Assistant Principal Flute Heather Zinninger Yarmel Talks About Home and the Future

David Lewellen

Tagged Under: 2020.21 Season, MSO Musicians

Sitting in her house’s attached gazebo, listening to squirrels drop black walnut shells, watching the hostas grow, Heather Zinninger Yarmel feels at home in Brewers Hill.

The MSO’s assistant principal flute bought a late-1800s house in the historic neighborhood of the city three years ago, and “one thing that’s really cool about living in Brewers Hill is thinking back to those early days when there were no suburbs,” she said. “So people of all careers and all income levels would live closer together and walk to work, school, and shops.”

She herself usually walks the mile or so to her new workplace at the Bradley Symphony Center. Getting to know the hall over the past few months has been “kind of overwhelming,” she said. “I’m just blown away by the acoustics. It’s nice to experience it in this intimate way, but I’m so excited to see what the hall can do when it’s totally filled.”

The pandemic, among many other things, offered Yarmel a chance to work on her gardens. MSO bassoonist Beth Giacobassi gave her perennials from her own yard, and she is finding what works in sun and shade.

She also spent some of the extra time exploring new repertoire. The MSO’s 2021.22 season includes more works than usual by composers of color and other voices outside the museum tradition of classical music. “We need to play music by living composers. We have to grow,” Yarmel said. “We can’t continue in the ways we’ve always done things and expect to have a growing audience. And as musicians, we benefit from pushing ourselves. But I still want to play Beethoven, too.”

When an orchestra plays an unfamiliar work by a living composer, Yarmel suggests that listeners look for patterns in the orchestral colors, rather than waiting for a catchy tune. “Just because something sounds different doesn’t mean it’s noise,” she said. “I sometimes wish we could play short modern pieces twice, to give people more of a chance to get it.”

Yarmel grew up in a musical family in Louisville, Kentucky, earned performance degrees from Eastman and Rice, and then spent five years as principal flute in the Louisiana Philharmonic. She enjoyed her time with that musician-run orchestra in New Orleans, but continued to audition for jobs that might pay more and let her be nearer to her husband.

The couple met when both were undergraduates at Eastman; Aaron Yarmel is now a PhD candidate in philosophy at UW-Madison. The job market for humanities scholars is as challenging as it is for orchestra musicians, and the two were resigned to a long-distance marriage. So when a one-year flute position opened up at the Milwaukee Symphony in 2016, “I was like, wow, I could be in the same state as my husband!” Yarmel won that audition and enjoyed her first season in Milwaukee, and when she auditioned for the permanent position a year later, “it was the most pressure I ever felt.”

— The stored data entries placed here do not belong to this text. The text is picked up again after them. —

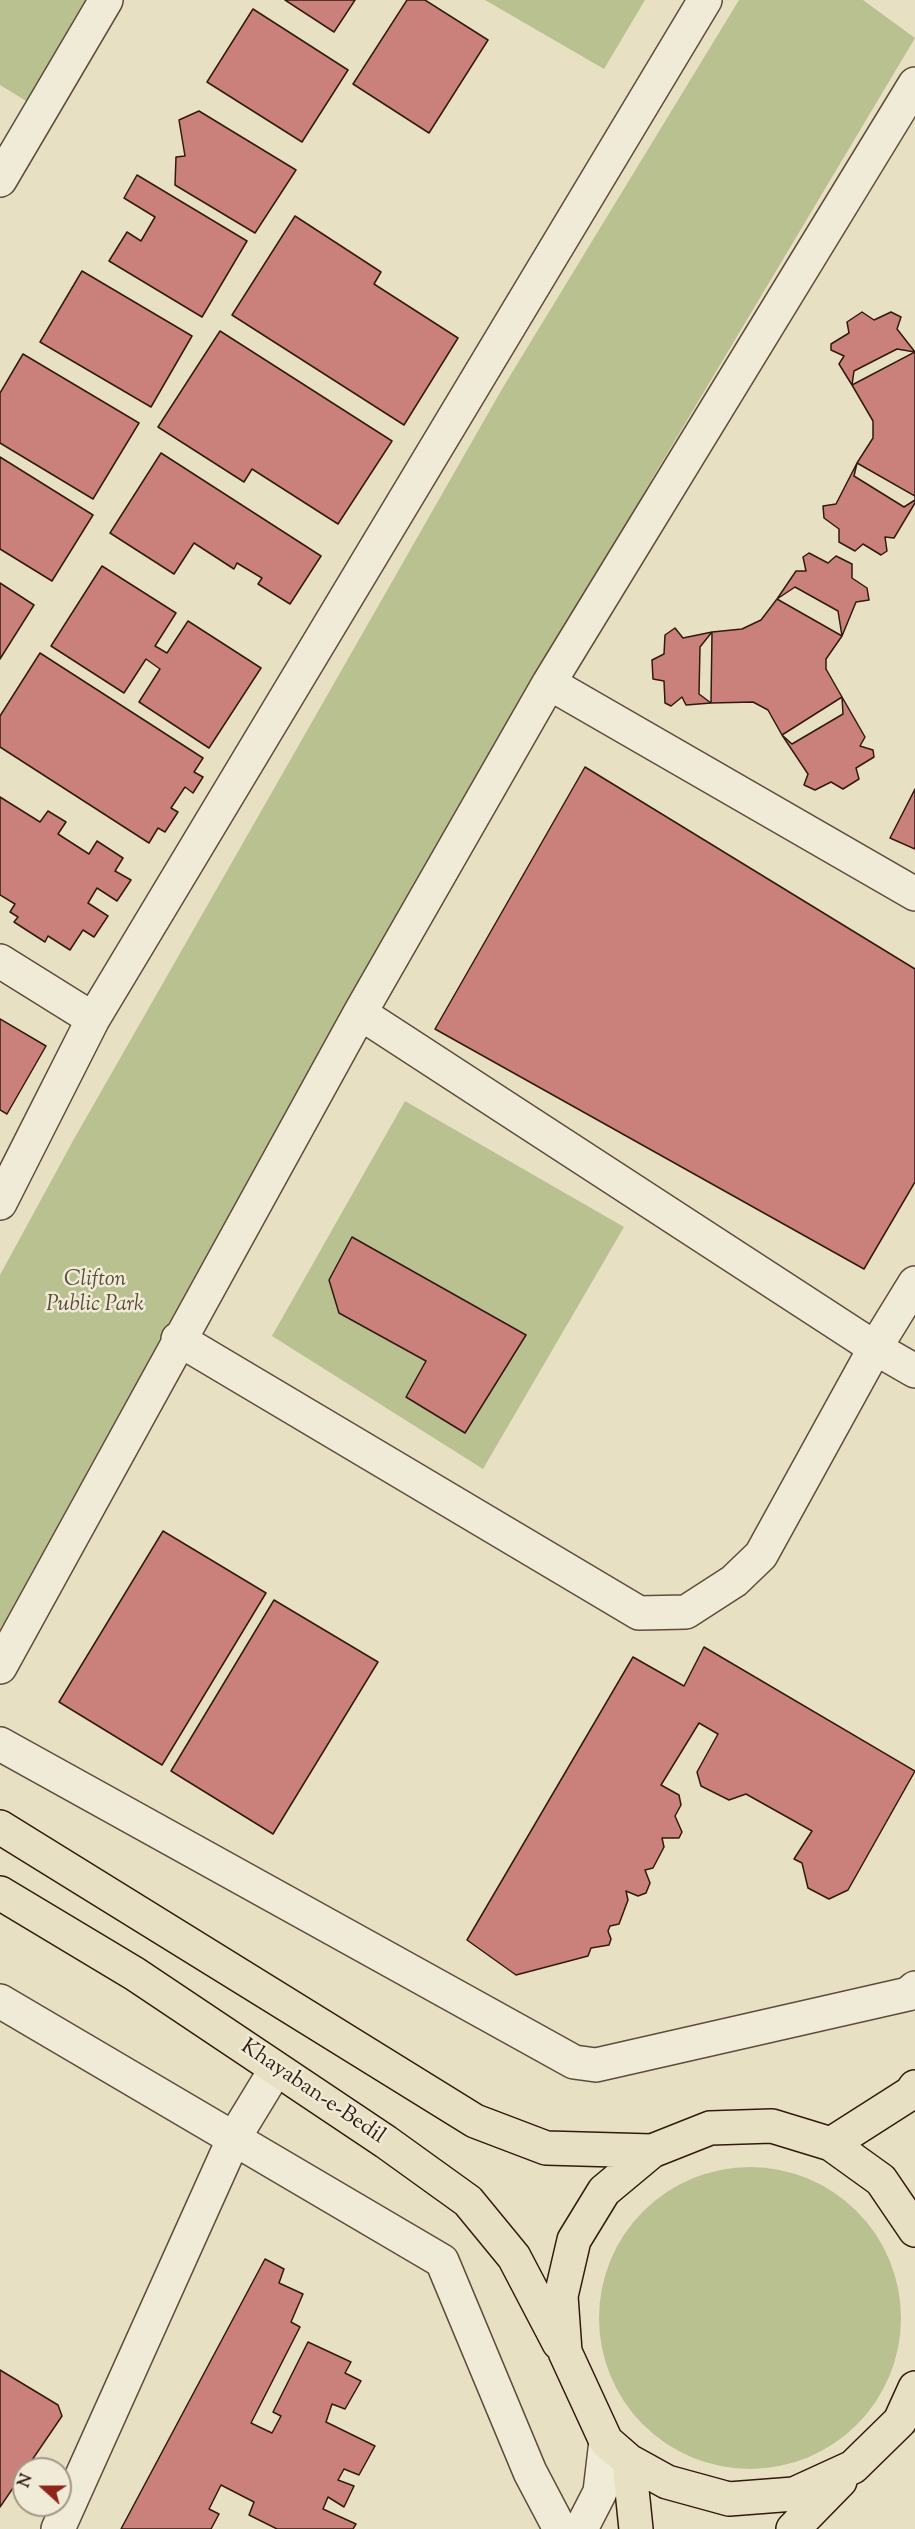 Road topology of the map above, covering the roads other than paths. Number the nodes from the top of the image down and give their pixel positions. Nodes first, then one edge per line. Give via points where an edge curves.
1 (106, 0) edge
2 (705, 0) edge
3 (915, 84) edge
4 (0, 180) edge
5 (549, 682) junction
6 (915, 894) edge
7 (0, 961) edge
8 (360, 1013) junction
9 (93, 1019) junction
10 (0, 1203) edge
11 (915, 1283) edge
12 (178, 1339) junction
13 (874, 1348) junction
14 (915, 1371) edge
15 (0, 1667) edge
16 (0, 1744) edge
17 (0, 1827) edge
18 (0, 1893) edge
19 (915, 1988) edge
20 (0, 2001) edge
21 (276, 2069) junction
22 (915, 2087) edge
23 (234, 2138) junction
24 (831, 2144) junction
25 (652, 2151) junction
26 (915, 2230) edge
27 (564, 2352) junction
28 (915, 2388) edge
29 (618, 2451) junction
30 (853, 2467) junction
31 (58, 2529) edge
32 (560, 2529) edge
33 (581, 2529) edge
34 (636, 2529) edge
35 (793, 2529) edge

1 - 4 street
2 - 9 street
3 - 5 street
5 - 6 street
5 - 8 street
7 - 9 street
8 - 12 street
8 - 13 street
9 - 10 street
11 - 13 street
12 - 13 street via 639,1613 686,1612 734,1581 761,1555
12 - 15 street
13 - 14 street
16 - 19 street via 574,2062 596,2065 909,1994
17 - 25 main road via 475,2121 546,2148
18 - 21 main road, Khayaban-e-Bedil via 135,1974
20 - 23 street
21 - 23 street
21 - 27 main road, Khayaban-e-Bedil via 468,2201 514,2257
22 - 24 main road
23 - 31 street
23 - 32 street via 442,2261 530,2472
24 - 25 main road via 772,2126 710,2128
24 - 26 main road via 881,2180
25 - 27 main road via 604,2192 574,2240 561,2295
27 - 29 main road, Khayaban-e-Bedil
28 - 30 main road via 900,2421
29 - 30 main road via 667,2482 729,2499 794,2494
29 - 33 street
29 - 34 main road, Khayaban-e-Bedil
30 - 35 main road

“Heather is so easy to work with,” said MSO piccolo and flute player Jennifer Bouton Schaub, “and she has a gorgeous approach to making music. It’s different from [principal flute Sonora Slocum] and me, but it’s very complementary. She’s extremely flexible and extremely supportive, and the balance is just great. She’s the glue of the section.”

“The main job of the second flute is to support the first flute and help them sound their best,” Yarmel said. “But there’s a chance to do different things every once in a while.” The first movement of Dvorak’s New World Symphony, for instance, has more second flute solos than first, she said, and she gets more chances to play piccolo in her current role.

The pandemic turned out to be another opportunity for the Yarmels to spend time together, since Aaron could teach remotely. Heather gave a lot of virtual flute lessons, and found a way to work around the lag time that prevents musicians from playing duets over Zoom: she turned her volume all the way down, played her part, and let the student play along.

She also spent more time cooking. Yarmel has been a committed vegan for nearly a decade and maintains a recipe website, flutesandveggies.com. “I love sharing food with people,” she said, “and people don’t appreciate how intelligent and personable animals are. I’ve met many individual cows, pigs, and chickens at farm animal sanctuaries, and they deserve the same care and respect that we give our dogs and cats. And I’ve been eating a diet that is healthier for me as well.”